Key issues for future direction

Despite the substantial developments and progress made, there are several key issues which require attention in order to integrate SP and IP fully within healthcare. While many nurse and pharmacist prescribers are active, studies have highlighted those trained yet not prescribing. Reasons are varied and include issues related to funding, lack of professional recognition and poorly defined organizational structures and processes [10, 2831]. Action is required to ensure that resources allocated to training have potential to impact on patient care. Although 3–5% of registered nurses and pharmacists are registered prescribers, implementation of nonmedical prescribing services will require workforces with capacity to sustain services. There is need for policy makers, professional bodies, regulators, educators and other key stakeholders to provide more strategic direction for nonmedical prescribing around these and other issues. For example, are SP and IP specialist or generalist roles, should all nonmedical healthcare professionals undertake prescribing training, and is there potential to accredit prescribing training within undergraduate programmes?

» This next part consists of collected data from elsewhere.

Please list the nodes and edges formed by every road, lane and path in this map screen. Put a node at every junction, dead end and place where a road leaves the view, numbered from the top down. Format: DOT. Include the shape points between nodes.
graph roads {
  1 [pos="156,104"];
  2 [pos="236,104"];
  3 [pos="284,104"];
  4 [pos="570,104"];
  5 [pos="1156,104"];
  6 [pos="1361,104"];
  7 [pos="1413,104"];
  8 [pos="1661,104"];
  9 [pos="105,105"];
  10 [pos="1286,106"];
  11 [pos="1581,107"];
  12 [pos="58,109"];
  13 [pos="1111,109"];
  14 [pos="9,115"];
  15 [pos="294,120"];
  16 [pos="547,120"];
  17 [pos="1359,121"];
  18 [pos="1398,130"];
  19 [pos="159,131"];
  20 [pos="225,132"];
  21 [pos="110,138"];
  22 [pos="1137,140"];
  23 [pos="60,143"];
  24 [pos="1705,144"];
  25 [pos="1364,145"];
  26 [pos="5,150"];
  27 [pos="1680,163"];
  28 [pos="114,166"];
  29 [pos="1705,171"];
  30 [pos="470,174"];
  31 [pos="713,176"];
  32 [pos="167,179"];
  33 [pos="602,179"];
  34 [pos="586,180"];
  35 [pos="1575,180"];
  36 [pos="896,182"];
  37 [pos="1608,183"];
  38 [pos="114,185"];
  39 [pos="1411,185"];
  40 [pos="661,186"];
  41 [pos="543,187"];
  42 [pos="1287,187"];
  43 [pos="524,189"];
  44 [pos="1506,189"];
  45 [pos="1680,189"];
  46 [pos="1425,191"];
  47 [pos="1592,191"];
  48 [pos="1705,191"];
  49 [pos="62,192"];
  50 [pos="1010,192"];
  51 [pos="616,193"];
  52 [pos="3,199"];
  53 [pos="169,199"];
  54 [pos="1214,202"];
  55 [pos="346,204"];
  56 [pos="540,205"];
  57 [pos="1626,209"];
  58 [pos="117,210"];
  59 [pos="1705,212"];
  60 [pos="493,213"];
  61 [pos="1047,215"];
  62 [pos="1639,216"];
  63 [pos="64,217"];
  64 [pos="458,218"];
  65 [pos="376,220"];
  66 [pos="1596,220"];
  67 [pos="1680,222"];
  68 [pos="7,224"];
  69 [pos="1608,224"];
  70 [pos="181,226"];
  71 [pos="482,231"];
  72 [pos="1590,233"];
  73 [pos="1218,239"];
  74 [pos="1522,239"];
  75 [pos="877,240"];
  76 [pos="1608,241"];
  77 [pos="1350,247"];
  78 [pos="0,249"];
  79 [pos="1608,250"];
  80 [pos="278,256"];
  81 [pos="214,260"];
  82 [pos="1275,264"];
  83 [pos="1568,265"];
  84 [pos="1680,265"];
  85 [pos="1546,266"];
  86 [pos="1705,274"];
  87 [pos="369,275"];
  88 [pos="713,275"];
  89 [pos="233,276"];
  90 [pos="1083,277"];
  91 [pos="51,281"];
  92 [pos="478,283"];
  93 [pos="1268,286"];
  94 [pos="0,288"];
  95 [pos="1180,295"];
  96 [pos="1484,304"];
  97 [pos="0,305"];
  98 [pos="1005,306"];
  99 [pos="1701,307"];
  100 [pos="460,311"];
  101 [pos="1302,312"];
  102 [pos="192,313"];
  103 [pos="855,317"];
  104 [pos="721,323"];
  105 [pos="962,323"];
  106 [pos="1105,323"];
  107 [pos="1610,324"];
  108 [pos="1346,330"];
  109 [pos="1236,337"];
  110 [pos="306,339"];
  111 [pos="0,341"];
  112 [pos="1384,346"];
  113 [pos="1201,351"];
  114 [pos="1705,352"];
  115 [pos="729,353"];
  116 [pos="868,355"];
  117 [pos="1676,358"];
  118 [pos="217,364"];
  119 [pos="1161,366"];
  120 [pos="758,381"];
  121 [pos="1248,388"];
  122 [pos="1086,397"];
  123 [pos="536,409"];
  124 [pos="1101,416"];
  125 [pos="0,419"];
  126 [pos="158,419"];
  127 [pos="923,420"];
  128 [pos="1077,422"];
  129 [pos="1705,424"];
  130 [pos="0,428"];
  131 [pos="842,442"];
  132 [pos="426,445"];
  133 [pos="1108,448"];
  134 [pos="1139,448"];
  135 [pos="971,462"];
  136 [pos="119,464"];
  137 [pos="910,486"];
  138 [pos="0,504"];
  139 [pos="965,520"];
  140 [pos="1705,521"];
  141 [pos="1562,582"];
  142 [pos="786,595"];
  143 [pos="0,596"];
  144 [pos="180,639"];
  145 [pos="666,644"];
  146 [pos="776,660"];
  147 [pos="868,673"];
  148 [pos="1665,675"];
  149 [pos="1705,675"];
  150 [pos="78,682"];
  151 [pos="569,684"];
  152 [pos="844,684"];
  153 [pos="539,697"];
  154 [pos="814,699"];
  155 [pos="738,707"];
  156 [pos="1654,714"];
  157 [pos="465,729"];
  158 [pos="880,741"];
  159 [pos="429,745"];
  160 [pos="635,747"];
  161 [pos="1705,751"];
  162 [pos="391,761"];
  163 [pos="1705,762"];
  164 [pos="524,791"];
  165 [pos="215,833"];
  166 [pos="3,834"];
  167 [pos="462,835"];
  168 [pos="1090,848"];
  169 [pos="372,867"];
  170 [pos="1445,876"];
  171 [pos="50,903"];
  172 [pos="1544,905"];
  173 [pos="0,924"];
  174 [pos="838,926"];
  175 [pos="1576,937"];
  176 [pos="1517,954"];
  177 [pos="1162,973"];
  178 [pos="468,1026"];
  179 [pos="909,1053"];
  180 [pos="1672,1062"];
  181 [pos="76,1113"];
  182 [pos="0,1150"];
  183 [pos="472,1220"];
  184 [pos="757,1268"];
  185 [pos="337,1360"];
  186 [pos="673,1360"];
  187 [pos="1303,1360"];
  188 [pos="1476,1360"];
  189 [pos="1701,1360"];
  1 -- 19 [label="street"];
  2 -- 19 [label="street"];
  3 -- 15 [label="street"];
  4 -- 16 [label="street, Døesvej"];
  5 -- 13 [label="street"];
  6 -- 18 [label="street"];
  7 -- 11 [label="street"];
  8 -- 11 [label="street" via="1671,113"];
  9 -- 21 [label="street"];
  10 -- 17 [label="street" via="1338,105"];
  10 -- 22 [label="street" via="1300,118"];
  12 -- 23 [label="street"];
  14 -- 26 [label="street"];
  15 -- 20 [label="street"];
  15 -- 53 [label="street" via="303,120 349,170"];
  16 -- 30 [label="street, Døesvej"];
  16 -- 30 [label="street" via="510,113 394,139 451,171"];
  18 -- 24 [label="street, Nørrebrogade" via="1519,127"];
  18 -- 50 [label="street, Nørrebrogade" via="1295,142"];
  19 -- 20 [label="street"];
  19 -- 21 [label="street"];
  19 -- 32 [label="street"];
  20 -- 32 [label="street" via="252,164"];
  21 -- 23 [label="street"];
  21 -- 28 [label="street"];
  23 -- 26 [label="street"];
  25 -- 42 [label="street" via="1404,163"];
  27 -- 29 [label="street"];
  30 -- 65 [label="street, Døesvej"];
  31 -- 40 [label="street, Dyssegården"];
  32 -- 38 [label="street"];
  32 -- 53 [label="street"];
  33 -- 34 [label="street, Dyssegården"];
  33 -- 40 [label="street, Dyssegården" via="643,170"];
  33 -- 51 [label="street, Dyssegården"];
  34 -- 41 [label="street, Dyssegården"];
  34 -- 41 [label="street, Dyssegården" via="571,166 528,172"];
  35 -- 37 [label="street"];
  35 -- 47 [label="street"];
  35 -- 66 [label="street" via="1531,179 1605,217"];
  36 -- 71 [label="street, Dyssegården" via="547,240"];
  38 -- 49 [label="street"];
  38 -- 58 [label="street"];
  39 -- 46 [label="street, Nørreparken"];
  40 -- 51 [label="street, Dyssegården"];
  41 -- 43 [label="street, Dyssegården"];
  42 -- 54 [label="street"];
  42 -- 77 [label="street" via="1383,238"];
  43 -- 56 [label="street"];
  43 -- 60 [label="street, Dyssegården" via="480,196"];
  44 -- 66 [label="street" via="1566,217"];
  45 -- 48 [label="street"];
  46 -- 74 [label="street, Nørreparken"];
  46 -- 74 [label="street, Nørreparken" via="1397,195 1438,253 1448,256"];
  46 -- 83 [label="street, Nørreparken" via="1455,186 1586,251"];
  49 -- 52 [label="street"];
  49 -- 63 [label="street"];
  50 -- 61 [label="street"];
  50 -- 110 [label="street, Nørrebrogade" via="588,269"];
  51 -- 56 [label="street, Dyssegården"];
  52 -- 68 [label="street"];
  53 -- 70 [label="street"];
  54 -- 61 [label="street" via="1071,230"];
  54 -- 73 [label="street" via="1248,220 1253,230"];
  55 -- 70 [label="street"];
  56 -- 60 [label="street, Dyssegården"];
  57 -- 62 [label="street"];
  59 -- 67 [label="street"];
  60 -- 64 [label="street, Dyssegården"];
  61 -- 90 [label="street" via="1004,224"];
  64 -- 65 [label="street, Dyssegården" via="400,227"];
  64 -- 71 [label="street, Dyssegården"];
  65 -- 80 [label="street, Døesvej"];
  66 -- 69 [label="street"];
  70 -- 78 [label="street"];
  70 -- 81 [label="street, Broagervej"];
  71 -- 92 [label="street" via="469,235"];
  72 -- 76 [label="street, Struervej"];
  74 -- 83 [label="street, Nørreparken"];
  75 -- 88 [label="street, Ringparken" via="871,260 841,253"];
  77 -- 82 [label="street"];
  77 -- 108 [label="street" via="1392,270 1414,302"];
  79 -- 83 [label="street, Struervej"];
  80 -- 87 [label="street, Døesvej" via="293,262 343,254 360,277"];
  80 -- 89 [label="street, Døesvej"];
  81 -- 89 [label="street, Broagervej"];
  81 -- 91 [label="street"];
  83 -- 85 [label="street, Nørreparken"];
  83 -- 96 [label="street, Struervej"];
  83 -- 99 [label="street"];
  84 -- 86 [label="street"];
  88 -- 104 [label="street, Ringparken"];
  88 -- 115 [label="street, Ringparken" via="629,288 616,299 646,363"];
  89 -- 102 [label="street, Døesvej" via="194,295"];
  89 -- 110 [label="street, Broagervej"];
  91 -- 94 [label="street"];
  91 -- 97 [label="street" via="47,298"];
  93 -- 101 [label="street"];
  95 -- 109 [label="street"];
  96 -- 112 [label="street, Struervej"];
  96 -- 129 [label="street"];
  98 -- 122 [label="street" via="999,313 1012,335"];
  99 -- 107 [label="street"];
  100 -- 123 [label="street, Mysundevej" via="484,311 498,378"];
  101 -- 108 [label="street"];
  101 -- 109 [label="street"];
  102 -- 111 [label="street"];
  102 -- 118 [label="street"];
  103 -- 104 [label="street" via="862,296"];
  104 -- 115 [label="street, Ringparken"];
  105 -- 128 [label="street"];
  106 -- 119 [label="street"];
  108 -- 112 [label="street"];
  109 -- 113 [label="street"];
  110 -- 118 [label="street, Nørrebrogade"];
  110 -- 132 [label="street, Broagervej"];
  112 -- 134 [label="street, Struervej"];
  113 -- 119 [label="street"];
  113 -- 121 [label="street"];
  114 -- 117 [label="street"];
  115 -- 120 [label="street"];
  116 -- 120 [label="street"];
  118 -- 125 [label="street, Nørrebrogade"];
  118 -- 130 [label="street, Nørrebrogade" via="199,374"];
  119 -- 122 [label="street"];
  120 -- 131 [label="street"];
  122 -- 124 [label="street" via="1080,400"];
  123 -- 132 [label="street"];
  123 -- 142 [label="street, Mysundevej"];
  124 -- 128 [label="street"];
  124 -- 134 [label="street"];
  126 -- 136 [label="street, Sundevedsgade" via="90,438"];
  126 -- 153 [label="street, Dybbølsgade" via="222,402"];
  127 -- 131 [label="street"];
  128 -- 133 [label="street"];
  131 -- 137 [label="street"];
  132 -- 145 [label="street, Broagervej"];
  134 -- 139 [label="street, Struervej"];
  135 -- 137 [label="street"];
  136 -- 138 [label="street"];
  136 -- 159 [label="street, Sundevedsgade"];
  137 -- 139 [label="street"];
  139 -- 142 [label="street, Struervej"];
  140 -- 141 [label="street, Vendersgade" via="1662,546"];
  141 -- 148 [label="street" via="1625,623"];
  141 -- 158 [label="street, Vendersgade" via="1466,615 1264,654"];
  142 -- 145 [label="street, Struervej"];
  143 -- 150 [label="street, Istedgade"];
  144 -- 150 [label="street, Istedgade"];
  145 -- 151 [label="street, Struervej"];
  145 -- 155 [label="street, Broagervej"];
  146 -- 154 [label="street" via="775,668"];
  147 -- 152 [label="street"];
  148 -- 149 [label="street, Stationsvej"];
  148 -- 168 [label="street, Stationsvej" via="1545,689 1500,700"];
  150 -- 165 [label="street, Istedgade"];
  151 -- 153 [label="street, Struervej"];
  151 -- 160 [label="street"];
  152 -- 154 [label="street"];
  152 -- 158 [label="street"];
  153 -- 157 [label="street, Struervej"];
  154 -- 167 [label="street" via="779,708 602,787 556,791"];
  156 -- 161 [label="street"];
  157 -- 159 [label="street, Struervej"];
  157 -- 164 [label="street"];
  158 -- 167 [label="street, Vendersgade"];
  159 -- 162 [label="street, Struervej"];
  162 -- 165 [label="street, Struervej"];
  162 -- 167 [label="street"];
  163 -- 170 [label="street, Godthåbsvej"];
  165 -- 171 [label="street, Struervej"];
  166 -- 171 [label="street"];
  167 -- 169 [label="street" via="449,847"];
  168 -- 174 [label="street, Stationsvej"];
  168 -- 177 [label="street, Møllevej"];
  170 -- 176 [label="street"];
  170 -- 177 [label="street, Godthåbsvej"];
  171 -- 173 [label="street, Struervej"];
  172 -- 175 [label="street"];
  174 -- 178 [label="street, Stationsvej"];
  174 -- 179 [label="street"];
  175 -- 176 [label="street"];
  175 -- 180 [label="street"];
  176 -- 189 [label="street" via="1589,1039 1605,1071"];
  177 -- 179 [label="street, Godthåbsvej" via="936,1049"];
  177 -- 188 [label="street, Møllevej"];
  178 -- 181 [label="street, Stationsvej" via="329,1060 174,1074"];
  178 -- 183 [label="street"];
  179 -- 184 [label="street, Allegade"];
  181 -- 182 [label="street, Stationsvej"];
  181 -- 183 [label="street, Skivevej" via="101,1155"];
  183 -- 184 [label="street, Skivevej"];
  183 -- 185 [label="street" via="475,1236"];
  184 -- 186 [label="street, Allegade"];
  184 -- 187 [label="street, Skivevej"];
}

In terms of evidence-based care, the research base needs to extend, with more focus on clinical, economic and humanistic outcomes for all models of nonmedical prescribing. It is also worth noting that the Department of Health has recently published consultation papers on prescribing and supply of medicines by a wider range of allied health professionals and proposals to introduce prescribing responsibilities for paramedics, hence the need to develop and research models of practice more fully [32, 33].

Conclusion

Supplementary and independent prescribing are here to stay and, to achieve its stated aims, nonmedical practice must be underpinned by comprehensive and appropriate education, training and research to generate an evidence base to support future developments. There is a need for policy makers, professional bodies, regulators, educators and other key stakeholders to provide more strategic direction.

Competing Interests

There are no competing interests to declare.